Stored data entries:
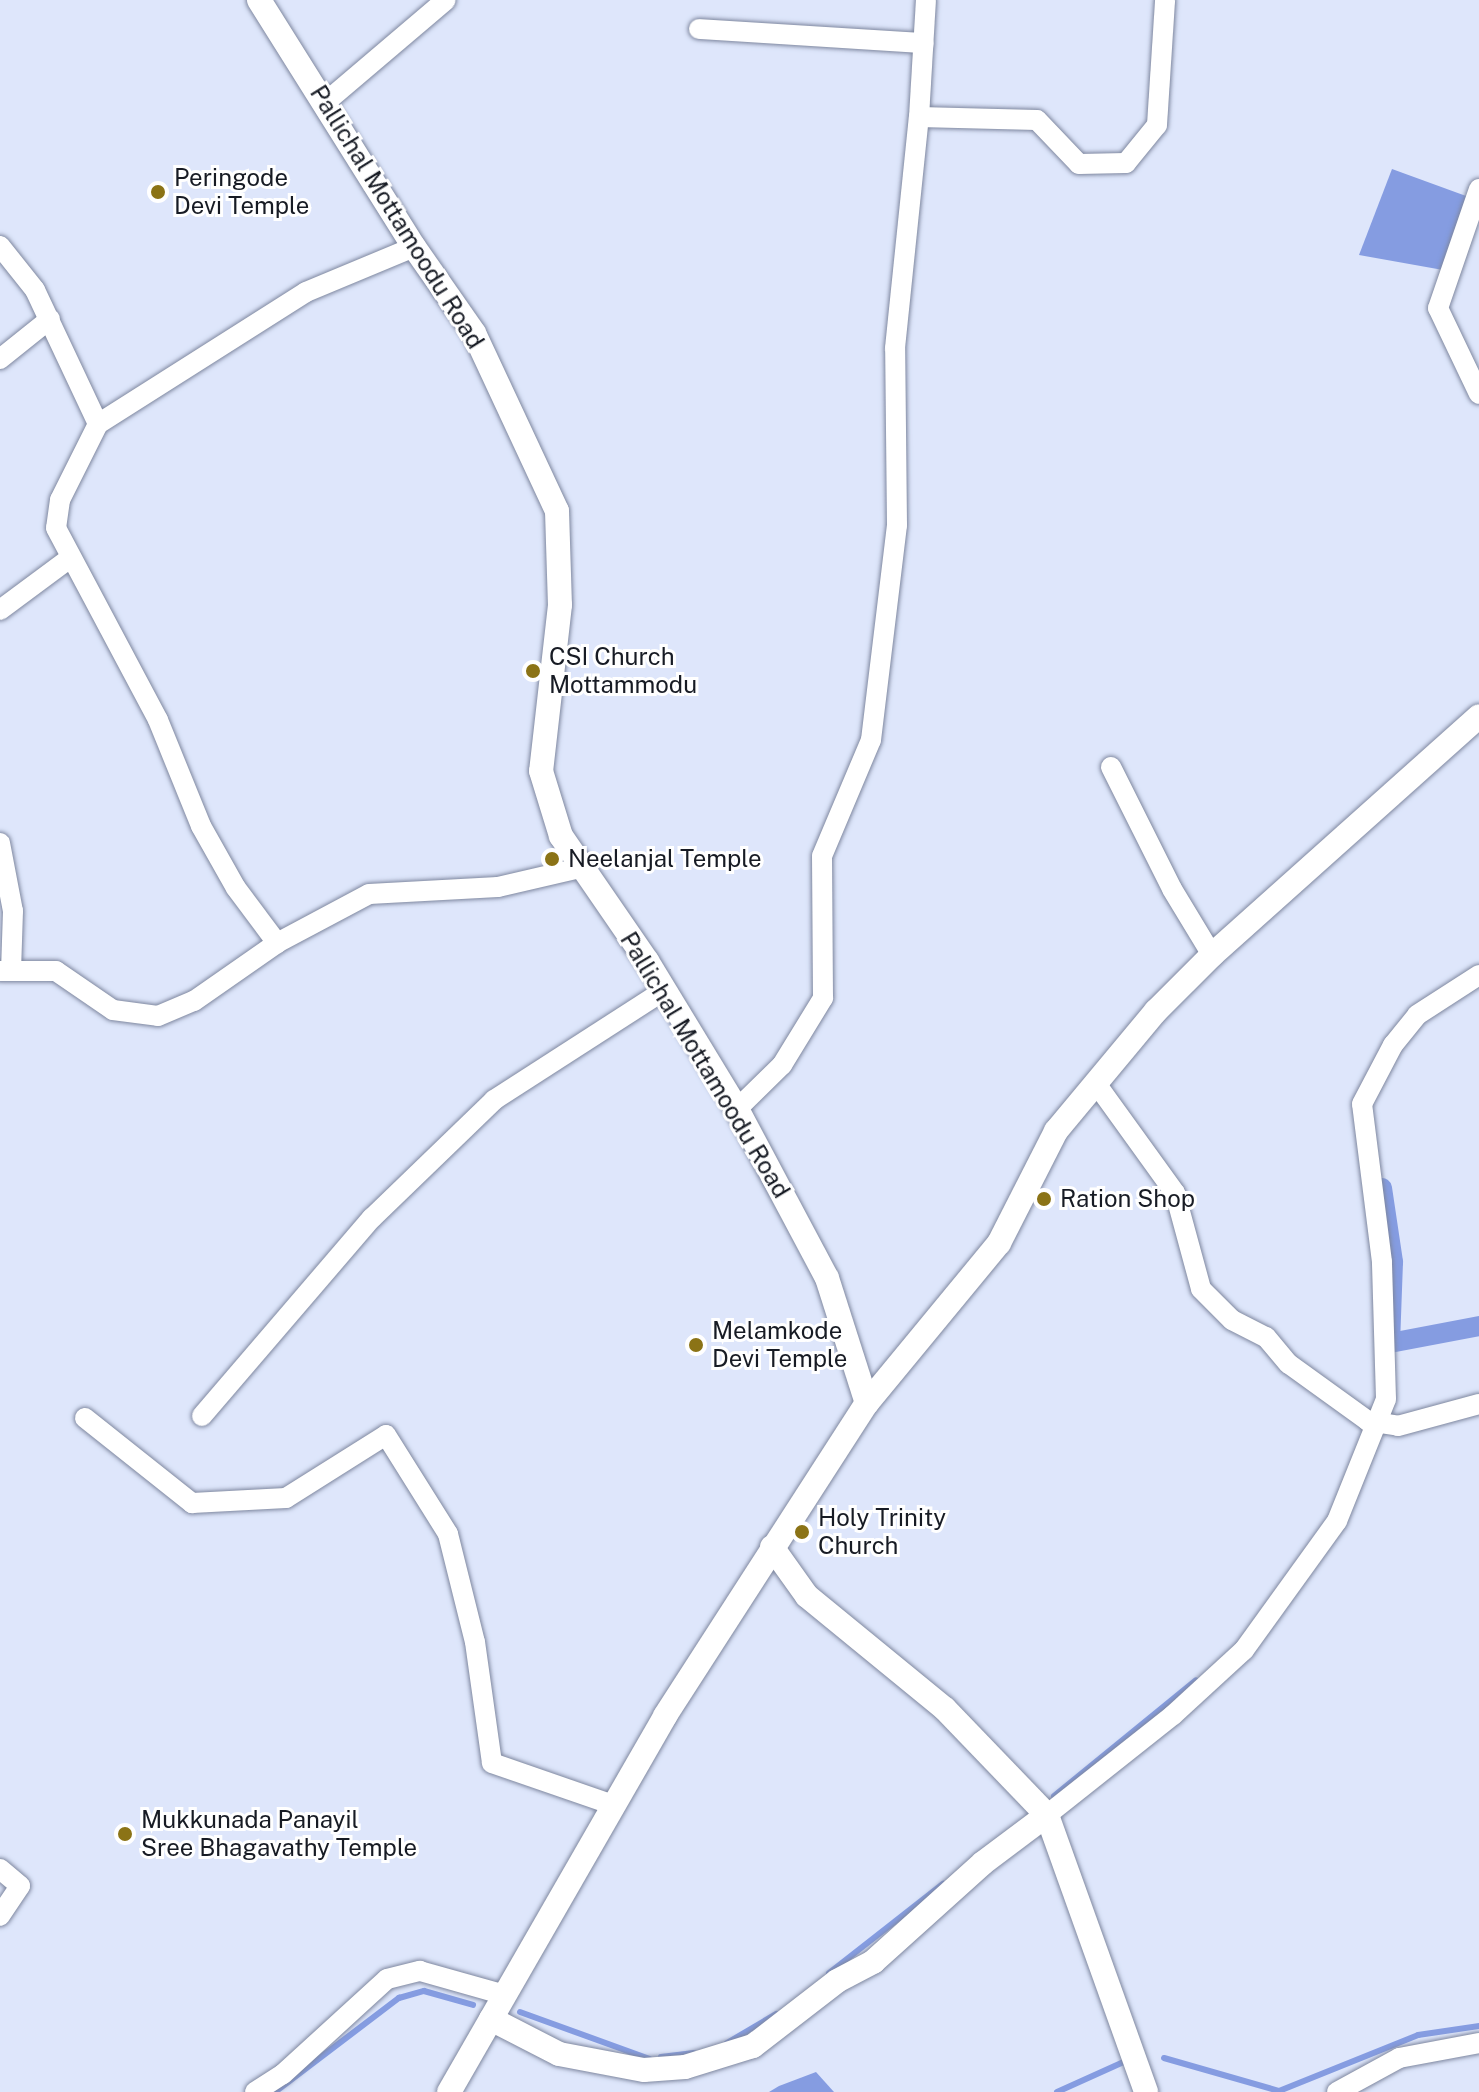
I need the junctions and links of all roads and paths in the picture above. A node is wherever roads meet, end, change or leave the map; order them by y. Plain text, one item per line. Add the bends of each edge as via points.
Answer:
1 (259, 0) edge
2 (446, 0) edge
3 (926, 0) edge
4 (1165, 0) edge
5 (699, 29) dead end
6 (924, 43) junction
7 (326, 102) junction
8 (919, 117) junction
9 (1479, 189) edge
10 (0, 246) edge
11 (414, 247) junction
12 (50, 319) junction
13 (0, 359) edge
14 (1479, 394) edge
15 (98, 424) junction
16 (70, 558) junction
17 (0, 610) edge
18 (1479, 716) edge
19 (1111, 767) dead end
20 (0, 843) edge
21 (580, 868) junction
22 (277, 943) junction
23 (1212, 955) junction
24 (6, 970) edge
25 (1479, 975) edge
26 (665, 990) junction
27 (1095, 1082) junction
28 (737, 1109) junction
29 (867, 1403) junction
30 (1479, 1404) edge
31 (202, 1416) dead end
32 (85, 1418) dead end
33 (1378, 1423) junction
34 (772, 1547) junction
35 (613, 1805) junction
36 (1047, 1815) junction
37 (0, 1869) edge
38 (0, 1916) edge
39 (505, 1995) junction
40 (491, 2019) junction
41 (1479, 2043) edge
42 (255, 2092) edge
43 (449, 2092) edge
44 (1146, 2092) edge
45 (1337, 2092) edge

1 - 7 street, Pallichal Mottamoodu Road
2 - 7 street
3 - 6 street
4 - 8 street via 1157,125 1126,163 1079,164 1037,120
5 - 6 street
6 - 8 street
7 - 11 street, Pallichal Mottamoodu Road
8 - 28 street via 895,348 897,525 871,740 822,856 823,998 782,1065
9 - 14 street via 1438,308
10 - 12 street via 35,290
11 - 15 street via 306,292
11 - 21 street, Pallichal Mottamoodu Road via 474,333 557,511 560,605 541,771 561,836
12 - 13 street
12 - 15 street
15 - 16 street via 60,500 56,528
16 - 17 street
16 - 22 street via 158,720 201,826 236,888
18 - 23 street
19 - 23 street via 1172,889
20 - 24 street via 13,911
21 - 22 street via 498,887 369,894
21 - 26 street, Pallichal Mottamoodu Road
22 - 24 street via 194,1001 158,1016 113,1010 56,971
23 - 27 street
25 - 33 street via 1417,1015 1393,1045 1362,1104 1382,1262 1386,1399
26 - 28 street, Pallichal Mottamoodu Road
26 - 31 street via 494,1100 372,1218
27 - 29 street via 1056,1131 999,1243
27 - 33 street via 1175,1193 1208,1300 1266,1337 1289,1364 1335,1400
28 - 29 street, Pallichal Mottamoodu Road via 827,1278
29 - 34 street
30 - 33 street via 1398,1426
32 - 35 street via 192,1503 286,1498 386,1435 448,1534 475,1642 492,1763
33 - 36 street via 1337,1521 1244,1650 1173,1715
34 - 35 street
34 - 36 street via 807,1596 945,1709
35 - 39 street
36 - 40 street via 983,1863 873,1962 837,1981 753,2046 685,2067 644,2070 559,2054
36 - 44 street
37 - 38 street via 20,1886
39 - 40 street
39 - 42 street via 420,1971 387,1979 283,2074
40 - 43 street
41 - 45 street via 1399,2058

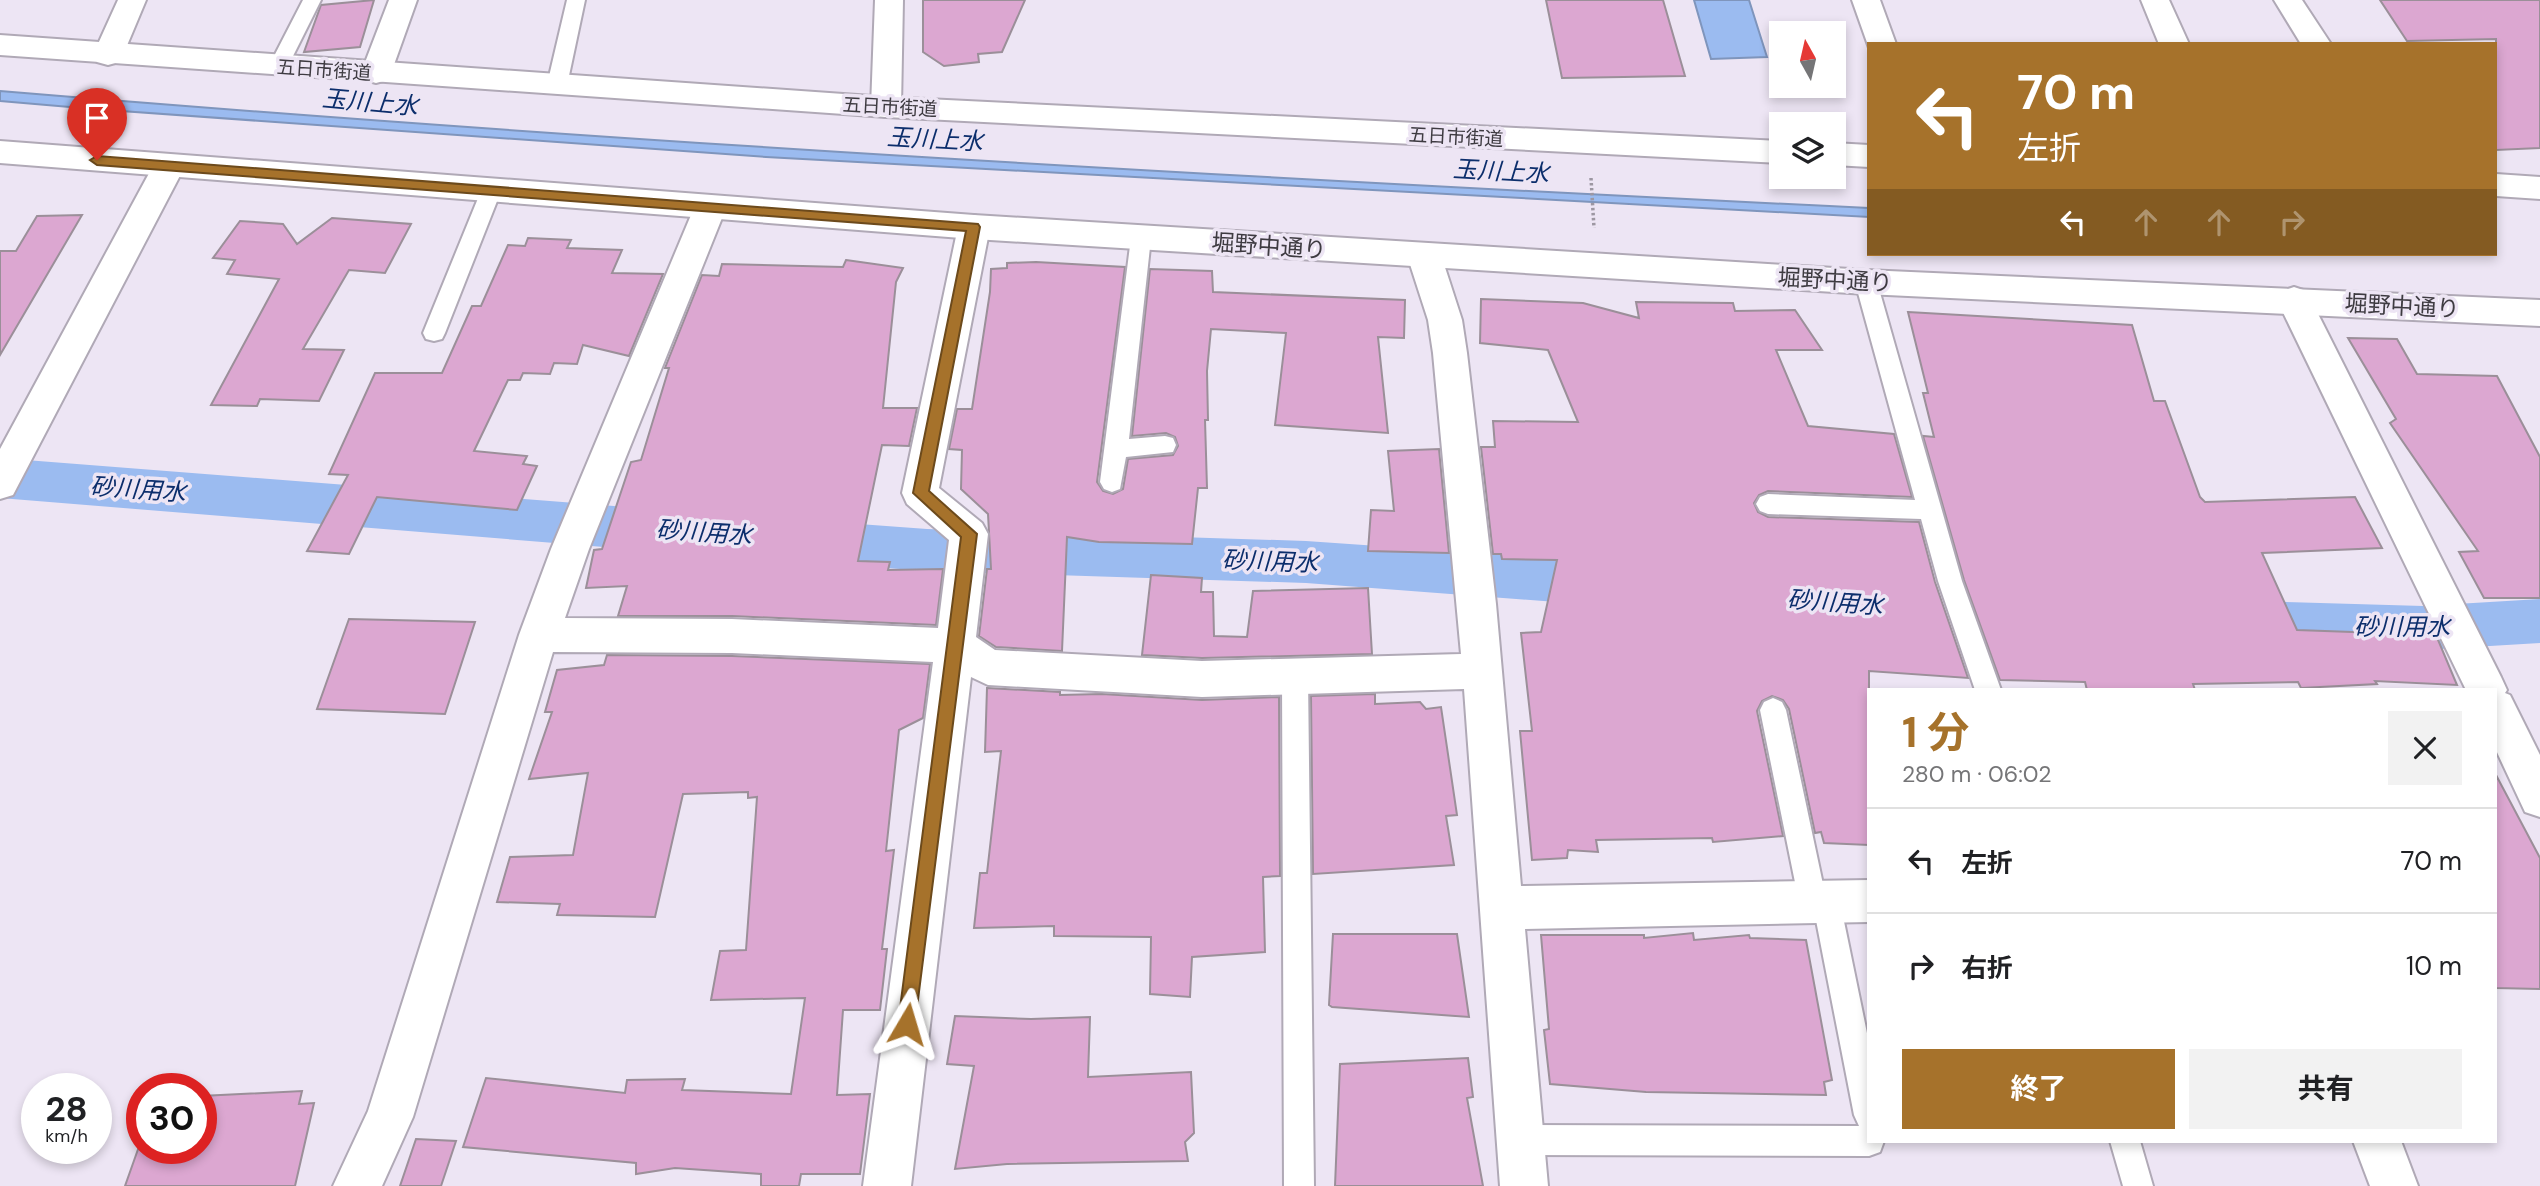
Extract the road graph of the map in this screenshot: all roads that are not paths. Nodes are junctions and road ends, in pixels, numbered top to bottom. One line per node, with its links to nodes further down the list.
1 (132, 0): 13 (street)
2 (312, 0): 14 (lane)
3 (403, 0): 15 (street)
4 (576, 0): 16 (lane)
5 (889, 0): 17 (street)
6 (1866, 0): 9 (street)
7 (2155, 0): 10 (street)
8 (2288, 0): 11 (street)
9 (1880, 42)
10 (2173, 42)
11 (2315, 42)
12 (0, 45): 13 (street, 五日市街道)
13 (108, 55): 14 (street, 五日市街道)
14 (279, 66): 15 (street, 五日市街道)
15 (376, 73): 16 (street, 五日市街道)
16 (557, 86): 17 (street, 五日市街道)
17 (886, 107): 18 (street, 五日市街道)
18 (1769, 151)
19 (0, 152): 22 (street, 堀野中通り)
20 (1846, 155): 21 (street)
21 (1867, 156)
22 (169, 166): 25 (street, 堀野中通り); 36 (street)
23 (2497, 185): 24 (street)
24 (2540, 188)
25 (491, 191): 26 (street, 堀野中通り); 33 (lane)
26 (710, 208): 27 (street, 堀野中通り); 40 (street)
27 (974, 227): 28 (street, 堀野中通り); 41 (street)
28 (1141, 238): 29 (street, 堀野中通り); 35 (lane)
29 (1424, 255): 30 (street, 堀野中通り); 42 (street)
30 (1866, 282): 31 (street, 堀野中通り); 39 (lane)
31 (2294, 300): 32 (street, 堀野中通り); 45 (street)
32 (2540, 313)
33 (434, 333)
34 (1165, 444): 35 (lane)
35 (1116, 449): 37 (lane)
36 (7, 470)
37 (1112, 482)
38 (1768, 504): 39 (lane)
39 (1931, 510): 44 (lane)
40 (539, 635): 41 (street); 57 (street)
41 (956, 646): 43 (street); 58 (street)
42 (1482, 671): 43 (street); 51 (street)
43 (1295, 677): 59 (lane)
44 (1987, 688)
45 (2486, 688)
46 (1773, 710): 50 (lane)
47 (2499, 722): 48 (street)
48 (2540, 798)
49 (1867, 901): 50 (street)
50 (1819, 902): 51 (street); 52 (lane)
51 (1500, 908): 53 (street)
52 (1867, 1106)
53 (1522, 1140): 54 (lane); 60 (street)
54 (1867, 1141)
55 (2126, 1143): 61 (lane)
56 (2377, 1143): 62 (street)
57 (357, 1186)
58 (887, 1186)
59 (1298, 1186)
60 (1524, 1186)
61 (2138, 1186)
62 (2393, 1186)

■ WHAT YOU WILL DO
Return the entries above exactly, skipping any images.

■ RESULT OF THE EXERCISE
I need the junctions and links of all roads and paths in the picture above. A node is wherever roads meet, end, change or leave the map; order them by y. Plain text, one item per line. Add the bends of each edge as via points.
Answer:
1 (259, 0) edge
2 (446, 0) edge
3 (926, 0) edge
4 (1165, 0) edge
5 (699, 29) dead end
6 (924, 43) junction
7 (326, 102) junction
8 (919, 117) junction
9 (1479, 189) edge
10 (0, 246) edge
11 (414, 247) junction
12 (50, 319) junction
13 (0, 359) edge
14 (1479, 394) edge
15 (98, 424) junction
16 (70, 558) junction
17 (0, 610) edge
18 (1479, 716) edge
19 (1111, 767) dead end
20 (0, 843) edge
21 (580, 868) junction
22 (277, 943) junction
23 (1212, 955) junction
24 (6, 970) edge
25 (1479, 975) edge
26 (665, 990) junction
27 (1095, 1082) junction
28 (737, 1109) junction
29 (867, 1403) junction
30 (1479, 1404) edge
31 (202, 1416) dead end
32 (85, 1418) dead end
33 (1378, 1423) junction
34 (772, 1547) junction
35 (613, 1805) junction
36 (1047, 1815) junction
37 (0, 1869) edge
38 (0, 1916) edge
39 (505, 1995) junction
40 (491, 2019) junction
41 (1479, 2043) edge
42 (255, 2092) edge
43 (449, 2092) edge
44 (1146, 2092) edge
45 (1337, 2092) edge

1 - 7 street, Pallichal Mottamoodu Road
2 - 7 street
3 - 6 street
4 - 8 street via 1157,125 1126,163 1079,164 1037,120
5 - 6 street
6 - 8 street
7 - 11 street, Pallichal Mottamoodu Road
8 - 28 street via 895,348 897,525 871,740 822,856 823,998 782,1065
9 - 14 street via 1438,308
10 - 12 street via 35,290
11 - 15 street via 306,292
11 - 21 street, Pallichal Mottamoodu Road via 474,333 557,511 560,605 541,771 561,836
12 - 13 street
12 - 15 street
15 - 16 street via 60,500 56,528
16 - 17 street
16 - 22 street via 158,720 201,826 236,888
18 - 23 street
19 - 23 street via 1172,889
20 - 24 street via 13,911
21 - 22 street via 498,887 369,894
21 - 26 street, Pallichal Mottamoodu Road
22 - 24 street via 194,1001 158,1016 113,1010 56,971
23 - 27 street
25 - 33 street via 1417,1015 1393,1045 1362,1104 1382,1262 1386,1399
26 - 28 street, Pallichal Mottamoodu Road
26 - 31 street via 494,1100 372,1218
27 - 29 street via 1056,1131 999,1243
27 - 33 street via 1175,1193 1208,1300 1266,1337 1289,1364 1335,1400
28 - 29 street, Pallichal Mottamoodu Road via 827,1278
29 - 34 street
30 - 33 street via 1398,1426
32 - 35 street via 192,1503 286,1498 386,1435 448,1534 475,1642 492,1763
33 - 36 street via 1337,1521 1244,1650 1173,1715
34 - 35 street
34 - 36 street via 807,1596 945,1709
35 - 39 street
36 - 40 street via 983,1863 873,1962 837,1981 753,2046 685,2067 644,2070 559,2054
36 - 44 street
37 - 38 street via 20,1886
39 - 40 street
39 - 42 street via 420,1971 387,1979 283,2074
40 - 43 street
41 - 45 street via 1399,2058

Extract the road graph of the map in this screenshot: all roads that are not paths. Nodes are junctions and road ends, in pixels, numbered top to bottom. One line per node, with its links to nodes further down the list.
1 (132, 0): 13 (street)
2 (312, 0): 14 (lane)
3 (403, 0): 15 (street)
4 (576, 0): 16 (lane)
5 (889, 0): 17 (street)
6 (1866, 0): 9 (street)
7 (2155, 0): 10 (street)
8 (2288, 0): 11 (street)
9 (1880, 42)
10 (2173, 42)
11 (2315, 42)
12 (0, 45): 13 (street, 五日市街道)
13 (108, 55): 14 (street, 五日市街道)
14 (279, 66): 15 (street, 五日市街道)
15 (376, 73): 16 (street, 五日市街道)
16 (557, 86): 17 (street, 五日市街道)
17 (886, 107): 18 (street, 五日市街道)
18 (1769, 151)
19 (0, 152): 22 (street, 堀野中通り)
20 (1846, 155): 21 (street)
21 (1867, 156)
22 (169, 166): 25 (street, 堀野中通り); 36 (street)
23 (2497, 185): 24 (street)
24 (2540, 188)
25 (491, 191): 26 (street, 堀野中通り); 33 (lane)
26 (710, 208): 27 (street, 堀野中通り); 40 (street)
27 (974, 227): 28 (street, 堀野中通り); 41 (street)
28 (1141, 238): 29 (street, 堀野中通り); 35 (lane)
29 (1424, 255): 30 (street, 堀野中通り); 42 (street)
30 (1866, 282): 31 (street, 堀野中通り); 39 (lane)
31 (2294, 300): 32 (street, 堀野中通り); 45 (street)
32 (2540, 313)
33 (434, 333)
34 (1165, 444): 35 (lane)
35 (1116, 449): 37 (lane)
36 (7, 470)
37 (1112, 482)
38 (1768, 504): 39 (lane)
39 (1931, 510): 44 (lane)
40 (539, 635): 41 (street); 57 (street)
41 (956, 646): 43 (street); 58 (street)
42 (1482, 671): 43 (street); 51 (street)
43 (1295, 677): 59 (lane)
44 (1987, 688)
45 (2486, 688)
46 (1773, 710): 50 (lane)
47 (2499, 722): 48 (street)
48 (2540, 798)
49 (1867, 901): 50 (street)
50 (1819, 902): 51 (street); 52 (lane)
51 (1500, 908): 53 (street)
52 (1867, 1106)
53 (1522, 1140): 54 (lane); 60 (street)
54 (1867, 1141)
55 (2126, 1143): 61 (lane)
56 (2377, 1143): 62 (street)
57 (357, 1186)
58 (887, 1186)
59 (1298, 1186)
60 (1524, 1186)
61 (2138, 1186)
62 (2393, 1186)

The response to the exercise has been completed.